SOFA Celebrates 100,000th Download!

Sunday, July 1st, 2012

SOFA Statistics had its 100,000th download today, which is a doubling in just over a year. And more features and user experience refinements are in the pipeline. So please spread the word. There is no advertising budget so we need you to blog, tweet, like, +1 etc. Thanks!

100,000 Download Milestone

1.1.6 adds percentage charts and more

Friday, June 22nd, 2012

More steady improvements to SOFA:

  • Added ability to chart percentages as well as frequencies.
    Percentage charts

  • Chart series now all have consistent y-axes (trellis style).
    Same scale

And there have been some bug fixes:

  • Fixed ODS import bugs when encountering fields formatted as fractions, boolean, percentage etc.
  • Fixed bug stopping linked images external to the html e.g. generated by matplotlib, from displaying in the internal GUI if the report path was different from the default report path.
  • Fixed bug when running scatterplots and histograms with chart by (because of use of dd object which cannot be used headless).
  • Fixed bug in charts dialog where second variable drop down would sometimes be overly restrictive when doing a chart of average values.
  • Fixed bug where old pycs can interfere with Windows upgrades.

Enjoy!

More chart improvements in 1.1.5

Sunday, May 27th, 2012

Charts now have the option of rotated (vertical) x-axis labels. This can be useful for longer labels.

Rotated labels

Rotated labels

Note – if you have upgraded SOFA rotated labels may not work unless you update the sofastats_charts.js file in your local sofastats folder e.g. C:\Users\username\sofastats\reports\sofastats_report_extras with the sofastats_charts file for sofastats_report_extras

Scatterplots now focus on the data better by starting axes just below the minimum x and y values of the data unless the value is close enough to 0 to make it worth using 0 anyway.

Scatterplot focus

Scatterplot focus

And for Ubuntu users, a much nicer launcher icon :-). Actually, it’s a set of icons at different resolutions so that SOFA always looks good on the launcher.

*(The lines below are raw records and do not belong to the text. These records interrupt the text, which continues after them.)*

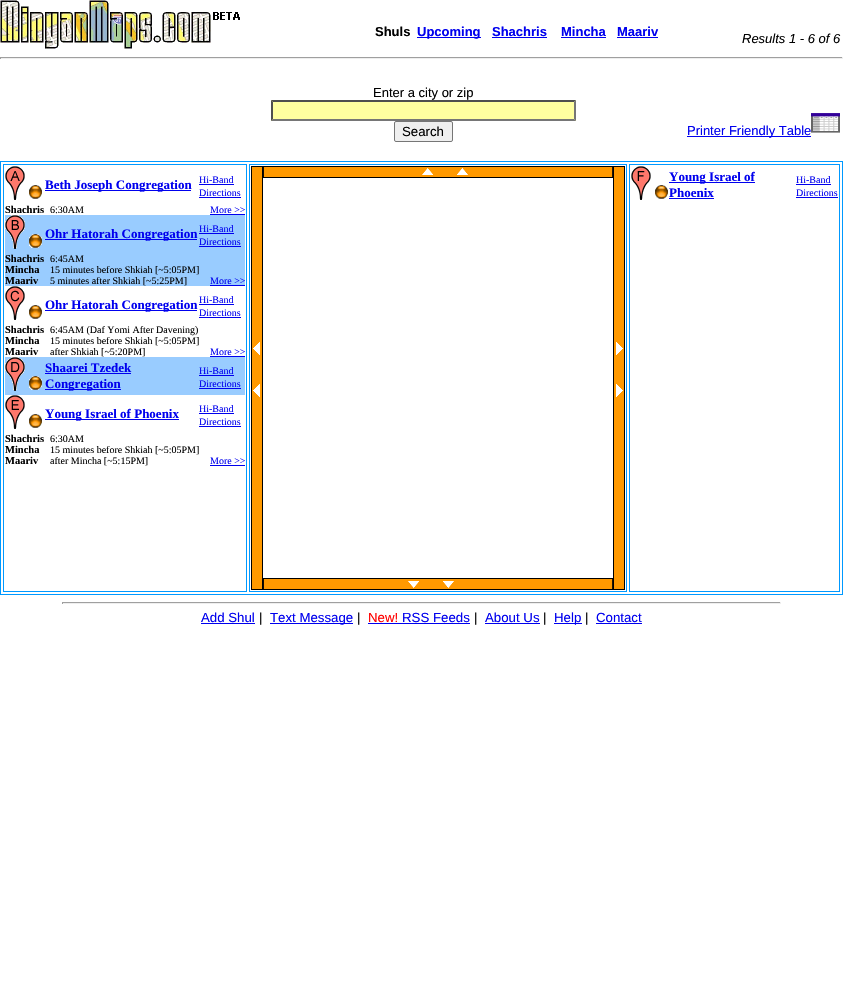 void draw(SkCanvas* canvas) {
	SkPaint paint;
	paint.setAntiAlias(true);
	auto svgPath = [&](const char* data, bool evenOdd = false) {
		SkPath result = *SkParsePath::FromSVGString(data);
		if (evenOdd) result.setFillType(SkPathFillType::kEvenOdd);
		return result;
	};
	canvas->clear(0xffffffff);
	canvas->drawImageRect(SkImages::DeferredFromEncodedData(SkData::MakeFromFileName("img1.png")), SkRect::MakeXYWH(0, 0, 240, 49), SkSamplingOptions());
	SkFont f1(fontMgr->matchFamilyStyle("Liberation Sans", SkFontStyle::Bold()), 13);
	f1.setSubpixel(true);
	paint.setColor(0xff000000);
	canvas->drawString("Shuls", 375, 36, f1, paint);
	paint.setColor(0xff0000ee);
	canvas->drawRect(SkRect::MakeXYWH(417, 37, 64, 1), paint);
	canvas->drawString("Upcoming", 417, 36, f1, paint);
	canvas->drawString("Shachris", 492, 36, f1, paint);
	canvas->drawRect(SkRect::MakeXYWH(492, 37, 55, 1), paint);
	canvas->drawString("Mincha", 561, 36, f1, paint);
	canvas->drawRect(SkRect::MakeXYWH(561, 37, 45, 1), paint);
	canvas->drawString("Maariv", 617, 36, f1, paint);
	canvas->drawRect(SkRect::MakeXYWH(617, 37, 41, 1), paint);
	SkFont f2(fontMgr->matchFamilyStyle("Liberation Sans", SkFontStyle::Italic()), 13);
	f2.setSubpixel(true);
	paint.setColor(0xff000000);
	canvas->drawString("Results 1 - 6 of 6", 742, 43, f2, paint);
	paint.setColor(0xff9f9f9f);
	canvas->drawRect(SkRect::MakeXYWH(0, 57, 843, 1), paint);
	paint.setColor(0xffeeeeee);
	canvas->drawRect(SkRect::MakeXYWH(842, 57, 1, 2), paint);
	canvas->drawRect(SkRect::MakeXYWH(0, 58, 843, 1), paint);
	paint.setColor(0xff9f9f9f);
	canvas->drawRect(SkRect::MakeXYWH(0, 57, 1, 2), paint);
	SkFont f3(fontMgr->matchFamilyStyle("Liberation Sans", SkFontStyle::Normal()), 13);
	f3.setSubpixel(true);
	paint.setColor(0xff000000);
	canvas->drawString("Enter a city or zip", 373, 97, f3, paint);
	paint.setColor(0xffffffa0);
	canvas->drawRect(SkRect::MakeXYWH(271, 100, 305, 21), paint);
	paint.setColor(0xff4f4f4f);
	canvas->drawPath(svgPath("M271 100H576L574 102H273Z"), paint);
	paint.setColor(0xff767676);
	canvas->drawPath(svgPath("M576 100V121L574 119V102Z"), paint);
	canvas->drawPath(svgPath("M576 121H271L273 119H574Z"), paint);
	paint.setColor(0xff4f4f4f);
	canvas->drawPath(svgPath("M271 121V100L273 102V119Z"), paint);
	paint.setColor(0xffefefef);
	canvas->drawRoundRect(SkRect::MakeXYWH(394.5, 121.5, 58, 20), 1.5, 1.5, paint);
	paint.setStroke(true);
	paint.setStrokeWidth(1);
	paint.setColor(0xff767676);
	canvas->drawRoundRect(SkRect::MakeXYWH(394.5, 121.5, 58, 20), 1.5, 1.5, paint);
	SkFont f4(fontMgr->matchFamilyStyle("Liberation Sans", SkFontStyle::Normal()), 13.25);
	f4.setSubpixel(true);
	paint.setStroke(false);
	paint.setColor(0xff000000);
	canvas->drawString("Search", 402, 136, f4, paint);
	paint.setColor(0xff0000ee);
	canvas->drawRect(SkRect::MakeXYWH(687, 136, 124, 1), paint);
	canvas->drawString("Printer Friendly Table", 687, 135, f3, paint);
	canvas->drawImageRect(SkImages::DeferredFromEncodedData(SkData::MakeFromFileName("img2.png")), SkRect::MakeXYWH(811, 113, 29, 20), SkSamplingOptions());
	paint.setStroke(true);
	paint.setColor(0xff0099ff);
	canvas->drawRect(SkRect::MakeXYWH(0.5, 161.5, 842, 433), paint);
	canvas->drawRect(SkRect::MakeXYWH(3.5, 164.5, 243, 427), paint);
	canvas->drawImageRect(SkImages::DeferredFromEncodedData(SkData::MakeFromFileName("img3.png")), SkRect::MakeXYWH(5, 166, 20, 34), SkSamplingOptions());
	canvas->drawImageRect(SkImages::DeferredFromEncodedData(SkData::MakeFromFileName("img4.png")), SkRect::MakeXYWH(29, 185, 13, 14), SkSamplingOptions());
	paint.setStroke(false);
	paint.setColor(0xff0000ee);
	canvas->drawRect(SkRect::MakeXYWH(45, 190, 146, 1), paint);
	SkFont f5(fontMgr->matchFamilyStyle("Liberation Serif", SkFontStyle::Bold()), 13);
	f5.setSubpixel(true);
	canvas->drawString("Beth Joseph Congregation", 45, 189, f5, paint);
	SkFont f6(fontMgr->matchFamilyStyle("Liberation Serif", SkFontStyle::Normal()), 10);
	f6.setSubpixel(true);
	canvas->drawString("Hi-Band", 199, 183, f6, paint);
	canvas->drawRect(SkRect::MakeXYWH(199, 184, 35, 1), paint);
	canvas->drawString("Directions", 199, 196, f6, paint);
	canvas->drawRect(SkRect::MakeXYWH(199, 197, 42, 1), paint);
	SkFont f7(fontMgr->matchFamilyStyle("Liberation Serif", SkFontStyle::Bold()), 10.5);
	f7.setSubpixel(true);
	paint.setColor(0xff000000);
	canvas->drawString("Shachris", 5, 213, f7, paint);
	canvas->drawString("6:30AM", 50, 213, f6, paint);
	paint.setColor(0xff0000ee);
	canvas->drawString("More >>", 210, 213, f6, paint);
	canvas->drawRect(SkRect::MakeXYWH(210, 214, 35, 1), paint);
	paint.setColor(0xff99ccff);
	canvas->drawRect(SkRect::MakeXYWH(5, 215, 240, 71), paint);
	canvas->drawImageRect(SkImages::DeferredFromEncodedData(SkData::MakeFromFileName("img5.png")), SkRect::MakeXYWH(5, 215, 20, 34), SkSamplingOptions());
	canvas->drawImageRect(SkImages::DeferredFromEncodedData(SkData::MakeFromFileName("img6.png")), SkRect::MakeXYWH(29, 234, 13, 14), SkSamplingOptions());
	paint.setColor(0xff0000ee);
	canvas->drawRect(SkRect::MakeXYWH(45, 239, 152, 1), paint);
	canvas->drawString("Ohr Hatorah Congregation", 45, 238, f5, paint);
	canvas->drawString("Hi-Band", 199, 232, f6, paint);
	canvas->drawRect(SkRect::MakeXYWH(199, 233, 35, 1), paint);
	canvas->drawString("Directions", 199, 245, f6, paint);
	canvas->drawRect(SkRect::MakeXYWH(199, 246, 42, 1), paint);
	paint.setColor(0xff000000);
	canvas->drawString("Shachris", 5, 262, f7, paint);
	canvas->drawString("6:45AM", 50, 262, f6, paint);
	canvas->drawString("Mincha", 5, 273, f7, paint);
	canvas->drawString("15 minutes before Shkiah [~5:05PM]", 50, 273, f6, paint);
	canvas->drawString("Maariv", 5, 284, f7, paint);
	canvas->drawString("5 minutes after Shkiah [~5:25PM]", 50, 284, f6, paint);
	paint.setColor(0xff0000ee);
	canvas->drawString("More >>", 210, 284, f6, paint);
	canvas->drawRect(SkRect::MakeXYWH(210, 285, 35, 1), paint);
	canvas->drawImageRect(SkImages::DeferredFromEncodedData(SkData::MakeFromFileName("img7.png")), SkRect::MakeXYWH(5, 286, 20, 34), SkSamplingOptions());
	canvas->drawImageRect(SkImages::DeferredFromEncodedData(SkData::MakeFromFileName("img4.png")), SkRect::MakeXYWH(29, 305, 13, 14), SkSamplingOptions());
	canvas->drawRect(SkRect::MakeXYWH(45, 310, 152, 1), paint);
	canvas->drawString("Ohr Hatorah Congregation", 45, 309, f5, paint);
	canvas->drawString("Hi-Band", 199, 303, f6, paint);
	canvas->drawRect(SkRect::MakeXYWH(199, 304, 35, 1), paint);
	canvas->drawString("Directions", 199, 316, f6, paint);
	canvas->drawRect(SkRect::MakeXYWH(199, 317, 42, 1), paint);
	paint.setColor(0xff000000);
	canvas->drawString("Shachris", 5, 333, f7, paint);
	canvas->drawString("6:45AM (Daf Yomi After Davening)", 50, 333, f6, paint);
	canvas->drawString("Mincha", 5, 344, f7, paint);
	canvas->drawString("15 minutes before Shkiah [~5:05PM]", 50, 344, f6, paint);
	canvas->drawString("Maariv", 5, 355, f7, paint);
	canvas->drawString("after Shkiah [~5:20PM]", 50, 355, f6, paint);
	paint.setColor(0xff0000ee);
	canvas->drawString("More >>", 210, 355, f6, paint);
	canvas->drawRect(SkRect::MakeXYWH(210, 356, 35, 1), paint);
	paint.setColor(0xff99ccff);
	canvas->drawRect(SkRect::MakeXYWH(5, 357, 240, 38), paint);
	canvas->drawImageRect(SkImages::DeferredFromEncodedData(SkData::MakeFromFileName("img8.png")), SkRect::MakeXYWH(5, 357, 20, 34), SkSamplingOptions());
	canvas->drawImageRect(SkImages::DeferredFromEncodedData(SkData::MakeFromFileName("img6.png")), SkRect::MakeXYWH(29, 376, 13, 14), SkSamplingOptions());
	paint.setColor(0xff0000ee);
	canvas->drawString("Shaarei Tzedek", 45, 372, f5, paint);
	canvas->drawRect(SkRect::MakeXYWH(45, 373, 86, 1), paint);
	canvas->drawRect(SkRect::MakeXYWH(45, 389, 76, 1), paint);
	canvas->drawString("Congregation", 45, 388, f5, paint);
	canvas->drawString("Hi-Band", 199, 374, f6, paint);
	canvas->drawRect(SkRect::MakeXYWH(199, 375, 35, 1), paint);
	canvas->drawString("Directions", 199, 387, f6, paint);
	canvas->drawRect(SkRect::MakeXYWH(199, 388, 42, 1), paint);
	canvas->drawImageRect(SkImages::DeferredFromEncodedData(SkData::MakeFromFileName("img9.png")), SkRect::MakeXYWH(5, 395, 20, 34), SkSamplingOptions());
	canvas->drawImageRect(SkImages::DeferredFromEncodedData(SkData::MakeFromFileName("img4.png")), SkRect::MakeXYWH(29, 414, 13, 14), SkSamplingOptions());
	canvas->drawRect(SkRect::MakeXYWH(45, 419, 134, 1), paint);
	canvas->drawString("Young Israel of Phoenix", 45, 418, f5, paint);
	canvas->drawString("Hi-Band", 199, 412, f6, paint);
	canvas->drawRect(SkRect::MakeXYWH(199, 413, 35, 1), paint);
	canvas->drawString("Directions", 199, 425, f6, paint);
	canvas->drawRect(SkRect::MakeXYWH(199, 426, 42, 1), paint);
	paint.setColor(0xff000000);
	canvas->drawString("Shachris", 5, 442, f7, paint);
	canvas->drawString("6:30AM", 50, 442, f6, paint);
	canvas->drawString("Mincha", 5, 453, f7, paint);
	canvas->drawString("15 minutes before Shkiah [~5:05PM]", 50, 453, f6, paint);
	canvas->drawString("Maariv", 5, 464, f7, paint);
	canvas->drawString("after Mincha [~5:15PM]", 50, 464, f6, paint);
	paint.setColor(0xff0000ee);
	canvas->drawString("More >>", 210, 464, f6, paint);
	canvas->drawRect(SkRect::MakeXYWH(210, 465, 35, 1), paint);
	paint.setStroke(true);
	paint.setColor(0xff0099ff);
	canvas->drawRect(SkRect::MakeXYWH(249.5, 164.5, 377, 427), paint);
	canvas->drawImageRect(SkImages::DeferredFromEncodedData(SkData::MakeFromFileName("img10.png")), SkRect::MakeXYWH(251, 166, 12, 424), SkSamplingOptions());
	canvas->drawImageRect(SkImages::DeferredFromEncodedData(SkData::MakeFromFileName("img11.png")), SkRect::MakeXYWH(263, 166, 350, 12), SkSamplingOptions());
	canvas->drawImageRect(SkImages::DeferredFromEncodedData(SkData::MakeFromFileName("img12.png")), SkRect::MakeXYWH(613, 166, 12, 424), SkSamplingOptions());
	canvas->drawImageRect(SkImages::DeferredFromEncodedData(SkData::MakeFromFileName("img13.png")), SkRect::MakeXYWH(263, 578, 350, 12), SkSamplingOptions());
	canvas->drawRect(SkRect::MakeXYWH(629.5, 164.5, 210, 427), paint);
	canvas->drawImageRect(SkImages::DeferredFromEncodedData(SkData::MakeFromFileName("img14.png")), SkRect::MakeXYWH(631, 166, 20, 34), SkSamplingOptions());
	canvas->drawImageRect(SkImages::DeferredFromEncodedData(SkData::MakeFromFileName("img4.png")), SkRect::MakeXYWH(655, 185, 13, 14), SkSamplingOptions());
	paint.setStroke(false);
	paint.setColor(0xff0000ee);
	canvas->drawRect(SkRect::MakeXYWH(669, 182, 86, 1), paint);
	canvas->drawString("Young Israel of", 669, 181, f5, paint);
	canvas->drawString("Phoenix", 669, 197, f5, paint);
	canvas->drawRect(SkRect::MakeXYWH(669, 198, 45, 1), paint);
	canvas->drawString("Hi-Band", 796, 183, f6, paint);
	canvas->drawRect(SkRect::MakeXYWH(796, 184, 35, 1), paint);
	canvas->drawString("Directions", 796, 196, f6, paint);
	canvas->drawRect(SkRect::MakeXYWH(796, 197, 42, 1), paint);
	paint.setColor(0xff9f9f9f);
	canvas->drawRect(SkRect::MakeXYWH(62, 602, 719, 1), paint);
	paint.setColor(0xffeeeeee);
	canvas->drawRect(SkRect::MakeXYWH(780, 602, 1, 2), paint);
	canvas->drawRect(SkRect::MakeXYWH(62, 603, 719, 1), paint);
	paint.setColor(0xff9f9f9f);
	canvas->drawRect(SkRect::MakeXYWH(62, 602, 1, 2), paint);
	paint.setColor(0xff0000ee);
	canvas->drawString("Add Shul", 201, 622, f4, paint);
	canvas->drawRect(SkRect::MakeXYWH(201, 623, 54, 1), paint);
	paint.setColor(0xff000000);
	canvas->drawString("|", 259, 622, f4, paint);
	paint.setColor(0xff0000ee);
	canvas->drawRect(SkRect::MakeXYWH(270, 623, 83, 1), paint);
	canvas->drawString("Text Message", 270, 622, f4, paint);
	paint.setColor(0xff000000);
	canvas->drawString("|", 357, 622, f4, paint);
	paint.setColor(0xffff0000);
	canvas->drawString("New!", 368, 622, f4, paint);
	paint.setColor(0xff0000ee);
	canvas->drawRect(SkRect::MakeXYWH(368, 623, 102, 1), paint);
	canvas->drawString("RSS Feeds", 402, 622, f4, paint);
	paint.setColor(0xff000000);
	canvas->drawString("|", 474, 622, f4, paint);
	paint.setColor(0xff0000ee);
	canvas->drawString("About Us", 485, 622, f4, paint);
	canvas->drawRect(SkRect::MakeXYWH(485, 623, 55, 1), paint);
	paint.setColor(0xff000000);
	canvas->drawString("|", 543, 622, f4, paint);
	paint.setColor(0xff0000ee);
	canvas->drawRect(SkRect::MakeXYWH(554, 623, 28, 1), paint);
	canvas->drawString("Help", 554, 622, f4, paint);
	paint.setColor(0xff000000);
	canvas->drawString("|", 585, 622, f4, paint);
	paint.setColor(0xff0000ee);
	canvas->drawString("Contact", 596, 622, f4, paint);
	canvas->drawRect(SkRect::MakeXYWH(596, 623, 46, 1), paint);
}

More attractive launcher icon in Ubuntu

More attractive launcher icon in Ubuntu

Other changes include:

  • Numeric values are right justified in data tables.
  • Kurtosis values in the normality test include the Fischer adjustment (subtracting 3).
  • Duplicated field names in imports are given unique suffixes and allowed (now that they are unique).
  • Excel importing now handles times without dates.
  • More date formats are accepted when importing data.
  • Better guidance on data preparation before importing data.
  • More robust handling of variable definition files if corrupted.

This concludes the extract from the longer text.